Showing not too much of either were the thousands of Scots fans who were more than holding their own on the Champs-Elysees in a very unofficial festival of football, involving fans from most of the competing nations and which completely blocked the pavements. If they were feeling ripped off or impoverished by the non-arrival of hugely expensive tickets, the Scots were not showing it. Perhaps they were oblivious.
A move by Le Folies Bergere, the Paris cabaret famous for its dancing girls, may possibly provide them with a chance to re-coup losses, in Full Monty style. The club is putting on a show of male strippers in order to cater for "football widows" during the competition.
Back home, the country is expected to completely close down this afternoon as Scotland face their most important and illustrious game in their history. In Britain as a whole, a survey has found that almost one in three men will be taking time off work to watch the tournament at home. Monday afternoon, when England meet Tunisia in their opening game with a 1.30 kick-off, is expected to witness a mass exodus from factories and offices. Some firms are bowing to the inevitable, with Cadbury's in Birmingham piping live radio commentary to its 4,000 staff to try and keep as many as possible at their work.

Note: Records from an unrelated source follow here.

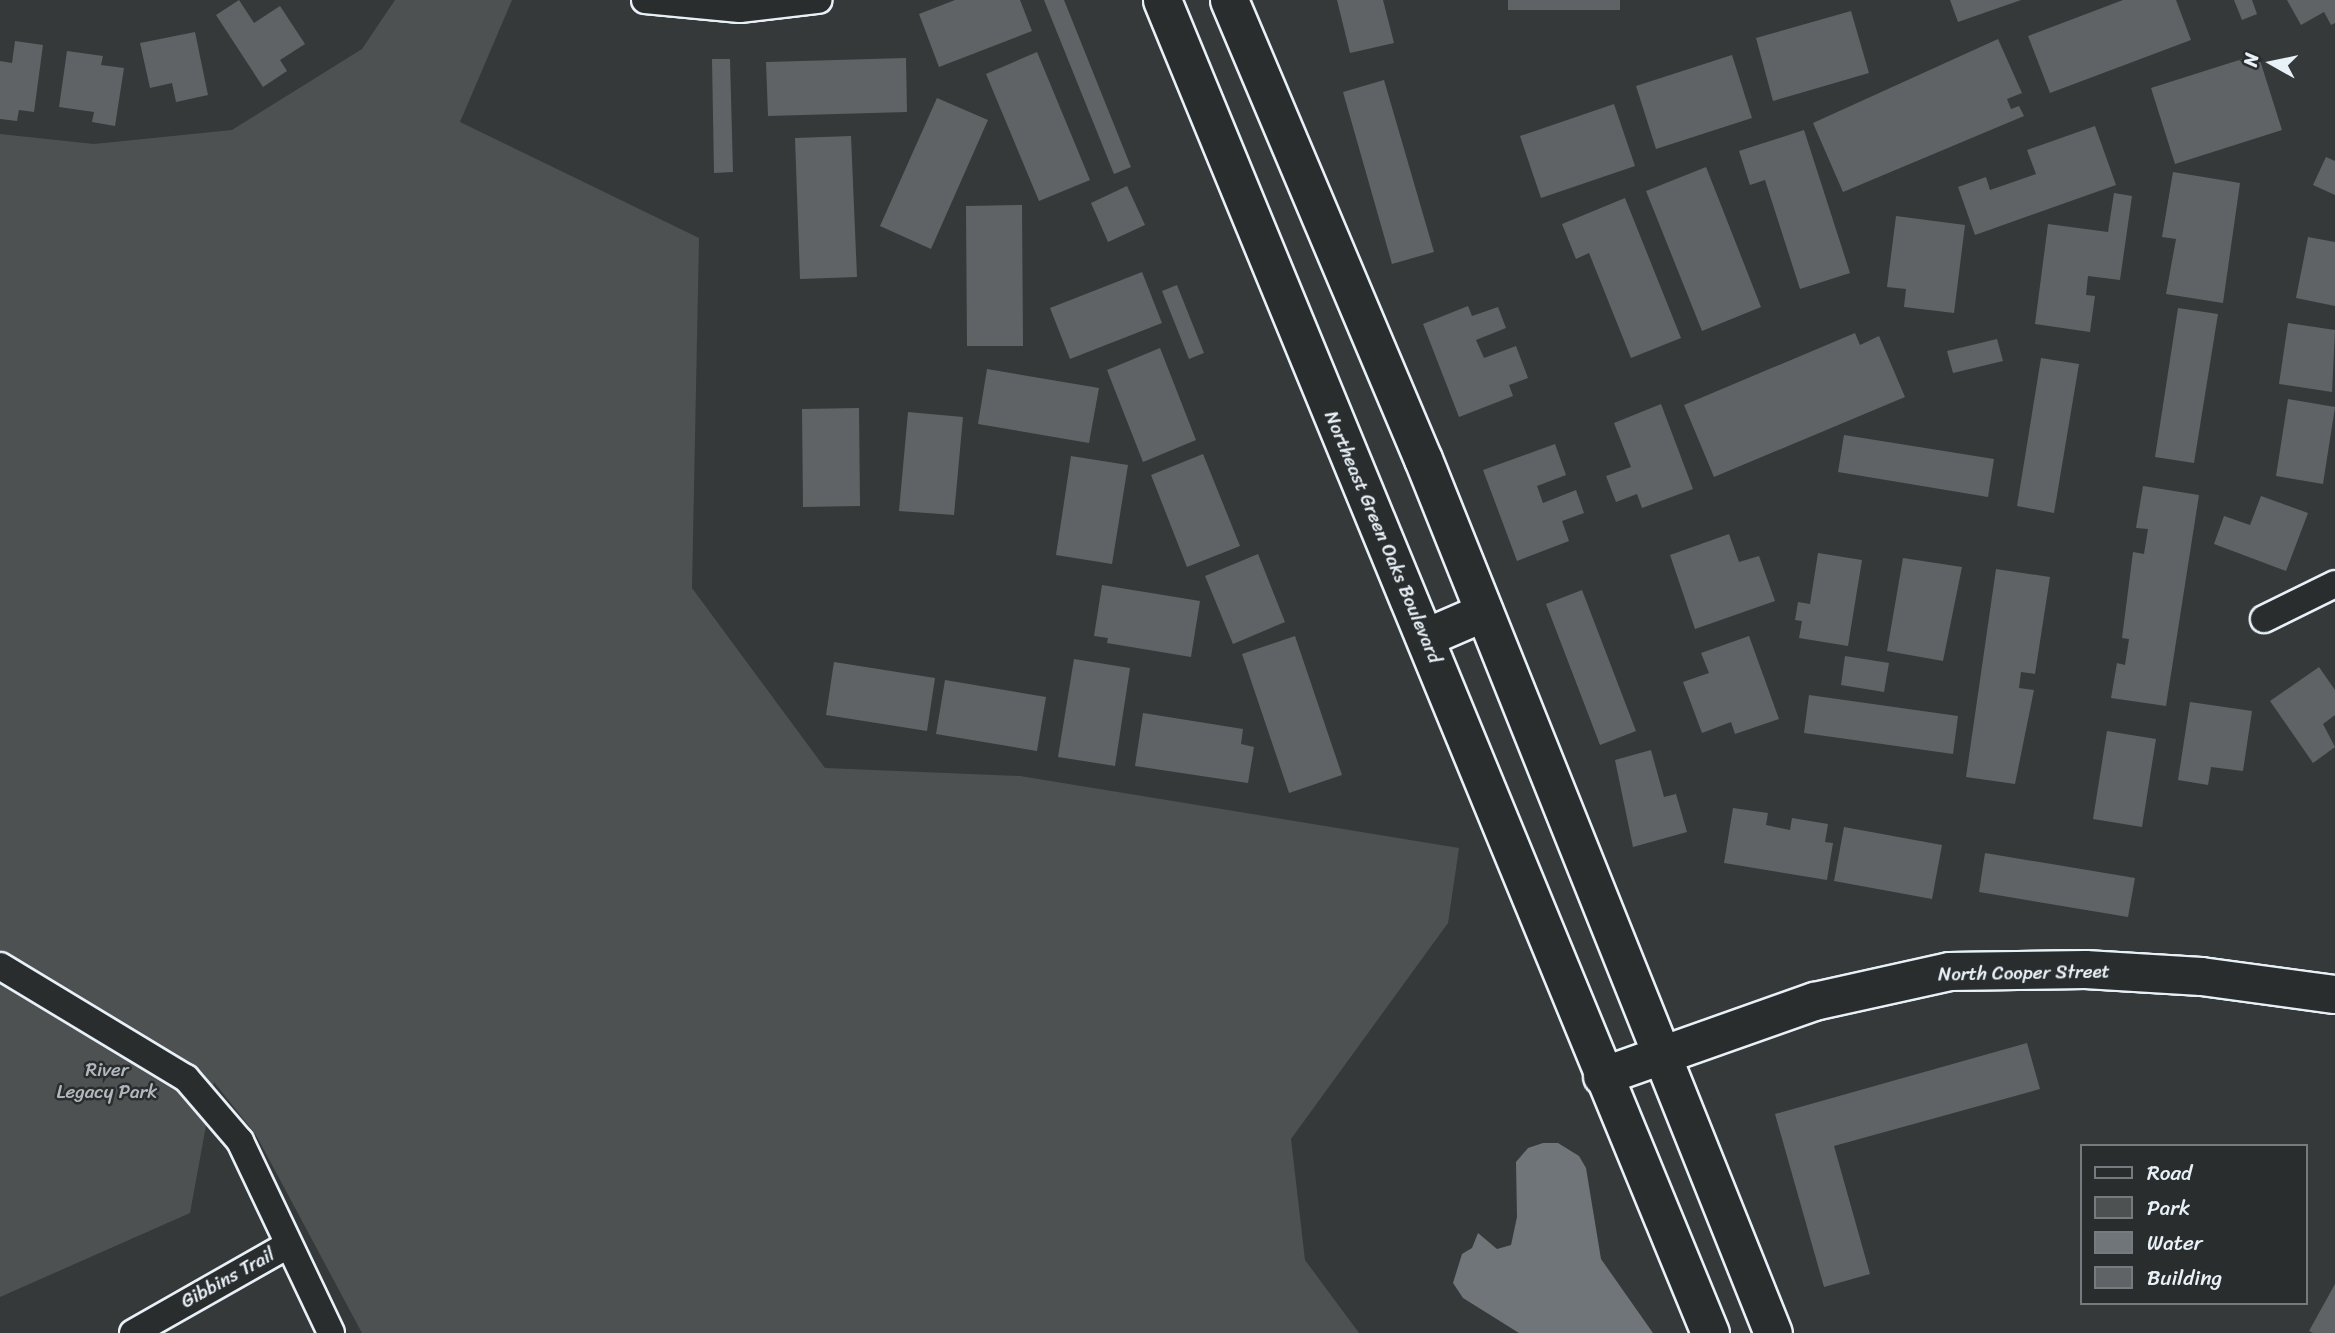 <!DOCTYPE html>
<html>
<head>
<meta charset="utf-8">
<style>
	body { margin:0 }
	#map { position:relative; width:2335px; height:1333px; overflow:hidden; background:#35393a; font-family:Sriracha,sans-serif }
	div>[style] { position:absolute }
	.green>* { inset:0; background:#4d5152 }
	.water>* { inset:0; background:#707579 }
	.building>* { inset:0; background:#5f6365 }
	.roads { filter:drop-shadow(2px 0 #e8f1f8) drop-shadow(-2px 0 #e8f1f8) drop-shadow(0 2px #e8f1f8) drop-shadow(0 -2px #e8f1f8) }
	.minor>* { height:26px; margin:-13px; padding:0 13px; transform-origin:13px; border-radius:13px; background:#2a2d2e }
	.secondary>* { height:37px; margin:-18.5px; padding:0 18.5px; transform-origin:18.5px; border-radius:18.5px; background:#2a2d2e }
	span { translate:-50% -50%; white-space:nowrap; text-align:center; line-height:1.15; -webkit-text-stroke:5px #2a2d2e; paint-order:stroke }
	.street-label { font-size:19px; color:#e8f1f8 }
	.park-label { font-size:19px; color:#b2b9be }
	.legend { position:absolute; left:2080px; top:1144px; width:228px; height:161px; box-sizing:border-box; background:#2a2d2e; border:2px solid #767b7f; margin:0; padding:9px 12px; list-style:none; font-size:21px; color:#e8f1f8 }
	.legend li { display:flex; align-items:center; gap:14px; height:35px }
	.legend b { width:35px; border:2px solid #767b7f }
	.north { position:absolute; left:2237px; top:28px; width:70px; height:70px; -webkit-text-stroke:5px #2a2d2e; paint-order:stroke; rotate:279deg; font-size:19px; font-weight:700; line-height:28px; text-align:center; color:#e8f1f8 }
	.north::after { content:''; display:block; margin:auto; width:24px; height:32px; background:#e8f1f8; clip-path:polygon(50% 0,100% 100%,50% 72%,0 100%) }
</style>
</head>
<body>
<div id="map">
	<div class="green">
		<div style="clip-path:polygon(395px 0,512px 0,460px 122px,699px 238px,692px 588px,825px 768px,1020px 776px,1459px 848px,1448px 923px,1291px 1139px,1305px 1260px,1359px 1333px,362px 1333px,256px 1135px,214px 1082px,190px 1213px,0 1297px,0 134px,94px 144px,232px 130px,362px 49px)"></div>
	</div>
	<div class="water">
		<div style="clip-path:polygon(1543px 1143px,1558px 1143px,1579px 1156px,1586px 1168px,1601px 1259px,1653px 1333px,1519px 1333px,1463px 1298px,1453px 1283px,1462px 1254px,1472px 1248px,1478px 1233px,1497px 1249px,1511px 1245px,1517px 1217px,1516px 1162px,1528px 1148px)"></div>
	</div>
	<div class="building">
		<div style="clip-path:polygon(239px 0,254px 23px,280px 6px,305px 44px,280px 60px,287px 71px,263px 87px,216px 15px)"></div>
		<div style="clip-path:polygon(955px 0,1020px 0,1032px 31px,939px 67px,919px 14px)"></div>
		<div style="clip-path:polygon(1044px 0,1064px 0,1131px 167px,1114px 174px)"></div>
		<div style="clip-path:polygon(1337px 0,1383px 0,1394px 43px,1350px 53px)"></div>
		<div style="clip-path:polygon(1508px 0,1620px 0,1620px 10px,1508px 10px)"></div>
		<div style="clip-path:polygon(1950px 0,2021px 0,1958px 22px)"></div>
		<div style="clip-path:polygon(2123px 0,2176px 0,2191px 40px,2050px 93px,2028px 36px)"></div>
		<div style="clip-path:polygon(2234px 0,2252px 0,2257px 14px,2242px 20px)"></div>
		<div style="clip-path:polygon(2287px 0,2335px 0,2335px 23px,2331px 25px,2324px 12px,2301px 25px)"></div>
		<div style="clip-path:polygon(1851px 11px,1869px 73px,1773px 101px,1756px 38px)"></div>
		<div style="clip-path:polygon(195px 32px,208px 95px,176px 102px,172px 83px,150px 88px,140px 43px)"></div>
		<div style="clip-path:polygon(1998px 39px,2022px 93px,2007px 99px,2011px 109px,2019px 106px,2024px 116px,1843px 192px,1813px 123px)"></div>
		<div style="clip-path:polygon(15px 41px,43px 45px,34px 112px,19px 110px,17px 121px,0 119px,0 61px,12px 63px)"></div>
		<div style="clip-path:polygon(67px 51px,103px 56px,101px 65px,124px 68px,115px 126px,92px 122px,94px 112px,59px 107px)"></div>
		<div style="clip-path:polygon(1037px 52px,1090px 180px,1039px 201px,986px 74px)"></div>
		<div style="clip-path:polygon(2258px 54px,2282px 130px,2175px 164px,2151px 88px)"></div>
		<div style="clip-path:polygon(1732px 55px,1752px 118px,1656px 149px,1636px 86px)"></div>
		<div style="clip-path:polygon(906px 58px,907px 112px,768px 116px,766px 62px)"></div>
		<div style="clip-path:polygon(712px 59px,730px 59px,733px 172px,714px 173px)"></div>
		<div style="clip-path:polygon(1384px 80px,1434px 252px,1392px 264px,1343px 92px)"></div>
		<div style="clip-path:polygon(937px 98px,988px 120px,931px 249px,880px 226px)"></div>
		<div style="clip-path:polygon(1614px 104px,1635px 166px,1541px 198px,1520px 136px)"></div>
		<div style="clip-path:polygon(2095px 126px,2116px 185px,1975px 235px,1958px 187px,1986px 177px,1990px 190px,2036px 174px,2027px 150px)"></div>
		<div style="clip-path:polygon(1804px 130px,1850px 273px,1800px 289px,1765px 180px,1750px 185px,1739px 151px)"></div>
		<div style="clip-path:polygon(851px 136px,857px 277px,800px 279px,795px 138px)"></div>
		<div style="clip-path:polygon(2326px 157px,2335px 161px,2335px 195px,2313px 185px)"></div>
		<div style="clip-path:polygon(1706px 167px,1761px 307px,1702px 331px,1646px 191px)"></div>
		<div style="clip-path:polygon(2173px 172px,2240px 183px,2223px 303px,2166px 294px,2176px 239px,2162px 237px)"></div>
		<div style="clip-path:polygon(1127px 186px,1145px 225px,1108px 242px,1091px 203px)"></div>
		<div style="clip-path:polygon(2114px 193px,2132px 196px,2120px 280px,2088px 276px,2086px 295px,2095px 296px,2090px 332px,2035px 324px,2048px 224px,2108px 232px)"></div>
		<div style="clip-path:polygon(1625px 198px,1681px 338px,1631px 358px,1589px 253px,1576px 259px,1562px 224px)"></div>
		<div style="clip-path:polygon(1022px 205px,1023px 346px,967px 346px,966px 206px)"></div>
		<div style="clip-path:polygon(1896px 216px,1965px 225px,1954px 313px,1904px 307px,1906px 289px,1887px 287px)"></div>
		<div style="clip-path:polygon(2308px 237px,2335px 242px,2335px 306px,2296px 298px)"></div>
		<div style="clip-path:polygon(1142px 272px,1162px 323px,1070px 359px,1050px 308px)"></div>
		<div style="clip-path:polygon(1177px 285px,1204px 353px,1189px 359px,1162px 291px)"></div>
		<div style="clip-path:polygon(1468px 306px,1472px 316px,1498px 307px,1506px 328px,1476px 340px,1484px 358px,1516px 346px,1528px 378px,1509px 385px,1513px 396px,1459px 417px,1423px 324px)"></div>
		<div style="clip-path:polygon(2178px 308px,2218px 314px,2194px 463px,2155px 457px)"></div>
		<div style="clip-path:polygon(2288px 323px,2335px 330px,2332px 392px,2279px 384px)"></div>
		<div style="clip-path:polygon(1855px 333px,1860px 345px,1879px 336px,1905px 397px,1714px 477px,1684px 405px)"></div>
		<div style="clip-path:polygon(1997px 339px,2003px 361px,1953px 373px,1947px 351px)"></div>
		<div style="clip-path:polygon(1160px 348px,1196px 440px,1143px 462px,1107px 370px)"></div>
		<div style="clip-path:polygon(2041px 358px,2079px 364px,2054px 513px,2017px 506px)"></div>
		<div style="clip-path:polygon(987px 369px,1099px 388px,1089px 443px,978px 424px)"></div>
		<div style="clip-path:polygon(2288px 399px,2335px 407px,2323px 484px,2276px 476px)"></div>
		<div style="clip-path:polygon(1661px 404px,1693px 489px,1642px 508px,1637px 494px,1616px 502px,1606px 476px,1631px 467px,1614px 423px)"></div>
		<div style="clip-path:polygon(859px 408px,860px 506px,803px 507px,802px 409px)"></div>
		<div style="clip-path:polygon(908px 412px,963px 417px,954px 515px,899px 511px)"></div>
		<div style="clip-path:polygon(1844px 435px,1994px 459px,1988px 497px,1838px 472px)"></div>
		<div style="clip-path:polygon(1555px 444px,1566px 475px,1537px 486px,1543px 503px,1576px 490px,1584px 513px,1562px 521px,1569px 541px,1517px 561px,1483px 470px)"></div>
		<div style="clip-path:polygon(1203px 454px,1240px 546px,1187px 567px,1151px 475px)"></div>
		<div style="clip-path:polygon(1071px 456px,1128px 465px,1112px 564px,1056px 555px)"></div>
		<div style="clip-path:polygon(2143px 486px,2199px 495px,2166px 706px,2111px 698px,2117px 663px,2125px 665px,2129px 639px,2122px 638px,2133px 552px,2144px 554px,2148px 529px,2136px 528px)"></div>
		<div style="clip-path:polygon(2261px 496px,2308px 513px,2286px 571px,2214px 544px,2224px 516px,2250px 525px)"></div>
		<div style="clip-path:polygon(1729px 534px,1739px 562px,1759px 556px,1775px 601px,1695px 629px,1670px 555px)"></div>
		<div style="clip-path:polygon(1818px 553px,1862px 560px,1848px 646px,1799px 638px,1802px 621px,1795px 620px,1798px 602px,1810px 604px)"></div>
		<div style="clip-path:polygon(1258px 554px,1285px 622px,1233px 644px,1205px 576px)"></div>
		<div style="clip-path:polygon(1903px 558px,1962px 567px,1943px 661px,1887px 651px)"></div>
		<div style="clip-path:polygon(1996px 569px,2050px 577px,2035px 674px,2021px 672px,2019px 688px,2034px 690px,2015px 784px,1966px 777px)"></div>
		<div style="clip-path:polygon(1102px 585px,1200px 601px,1191px 657px,1107px 643px,1108px 638px,1094px 636px)"></div>
		<div style="clip-path:polygon(1582px 590px,1636px 731px,1600px 745px,1546px 604px)"></div>
		<div style="clip-path:polygon(1295px 636px,1342px 775px,1289px 793px,1242px 654px)"></div>
		<div style="clip-path:polygon(1749px 636px,1779px 719px,1735px 734px,1731px 722px,1702px 733px,1683px 682px,1709px 673px,1701px 653px)"></div>
		<div style="clip-path:polygon(1845px 656px,1889px 663px,1884px 692px,1841px 685px)"></div>
		<div style="clip-path:polygon(1074px 659px,1130px 668px,1115px 766px,1058px 757px)"></div>
		<div style="clip-path:polygon(834px 662px,935px 678px,927px 731px,826px 715px)"></div>
		<div style="clip-path:polygon(2319px 667px,2335px 690px,2335px 715px,2323px 724px,2335px 747px,2313px 763px,2270px 701px)"></div>
		<div style="clip-path:polygon(945px 680px,1046px 697px,1037px 751px,936px 734px)"></div>
		<div style="clip-path:polygon(1809px 695px,1958px 716px,1953px 754px,1804px 733px)"></div>
		<div style="clip-path:polygon(2190px 702px,2252px 711px,2243px 771px,2211px 767px,2208px 785px,2178px 780px)"></div>
		<div style="clip-path:polygon(1143px 713px,1243px 729px,1241px 744px,1254px 747px,1248px 783px,1135px 766px)"></div>
		<div style="clip-path:polygon(2107px 731px,2156px 739px,2142px 827px,2093px 819px)"></div>
		<div style="clip-path:polygon(1651px 750px,1664px 797px,1676px 794px,1687px 832px,1633px 847px,1615px 760px)"></div>
		<div style="clip-path:polygon(1733px 808px,1768px 813px,1766px 825px,1790px 830px,1792px 818px,1828px 824px,1825px 842px,1833px 843px,1827px 880px,1724px 863px)"></div>
		<div style="clip-path:polygon(1844px 827px,1942px 845px,1932px 899px,1834px 881px)"></div>
		<div style="clip-path:polygon(1985px 853px,2135px 878px,2128px 917px,1979px 892px)"></div>
		<div style="clip-path:polygon(2027px 1043px,2040px 1089px,1834px 1146px,1870px 1274px,1824px 1287px,1775px 1114px)"></div>
		<div style="clip-path:polygon(2335px 1284px,2335px 1333px,2313px 1333px,2309px 1331px)"></div>
	</div>
	<div class="roads">
		<div class="minor">
			<div style="left:645px;top:0;width:95px;rotate:5.4deg"></div>
			<div style="left:740px;top:9px;width:79px;rotate:-6.6deg"></div>
			<div style="left:2264px;top:619px;width:79px;rotate:-26.2deg"></div>
			<div style="left:0;top:966px;width:217px;rotate:31.1deg"></div>
			<div style="left:186px;top:1078px;width:83px;rotate:49.4deg"></div>
			<div style="left:240px;top:1141px;width:212px;rotate:64.6deg"></div>
			<div style="left:133px;top:1333px;width:178px;rotate:-29.6deg"></div>
		</div>
		<div class="secondary">
			<div style="left:1162px;top:0;width:1441px;rotate:67.65deg"></div>
			<div style="left:1229px;top:0;width:498px;rotate:67.1deg"></div>
			<div style="left:1423px;top:459px;width:941px;rotate:68.18deg"></div>
			<div style="left:1426px;top:637px;width:63px;rotate:-23.3deg"></div>
			<div style="left:1602px;top:1076px;width:225px;rotate:-19.5deg"></div>
			<div style="left:1814px;top:1001px;width:138px;rotate:-12.5deg"></div>
			<div style="left:1949px;top:971px;width:136px;rotate:-0.8deg"></div>
			<div style="left:2085px;top:969px;width:116px;rotate:3.5deg"></div>
			<div style="left:2201px;top:976px;width:135px;rotate:7.7deg"></div>
		</div>
	</div>
	<div class="street-label">
		<span style="left:1383px;top:537px;rotate:67deg">Northeast Green Oaks Boulevard</span>
		<span style="left:2024px;top:973px;rotate:-1deg">North Cooper Street</span>
		<span style="left:228px;top:1278px;rotate:-29deg">Gibbins Trail</span>
	</div>
	<div class="park-label">
		<span style="left:107px;top:1081px">River<br>Legacy Park</span>
	</div>
	<ul class="legend">
	<li><b style="height:9px;background:#2a2d2e"></b>Road</li>
	<li><b style="height:19px;background:#4d5152"></b>Park</li>
	<li><b style="height:19px;background:#707579"></b>Water</li>
	<li><b style="height:19px;background:#5f6365"></b>Building</li>
	</ul>
	<div class="north">N</div>
</div>
</body>
</html>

British brewers are rubbing their hands in anticipation of the alcoholic floodgates opening. Pubs everywhere have finished bolting in the big screens and ordering extra barrels for the cellar, and it will be there that the relatively new national pastime of pub football will reach its zenith - fostering with it a kind of rowdy community spirit not seen since VE Day, or at least 1966.
Bookies are also looking forward to a lot of action. Over pounds 150 million will be bet on the competition, making it the biggest betting event in bookmaking history.
For those who can't even bear to tear themselves away from the TV for a walk down to the local, Asda alone has already spent pounds 300,000 on extra cans of beer and lager. Meanwhile Customs officers have reported a boom in cross channel traffic for bootleggers, importing a cheaper if illicit alternative.
Even at home, however, you are not safe if you live in the London borough of Brent. The council has hatched a dastardly scheme to try and recoup some of its missing millions of council tax arrears. It has sent out thousands of final demands and summonses, with the threat that if people don't pay then the bailiffs will be sent round - to take the television.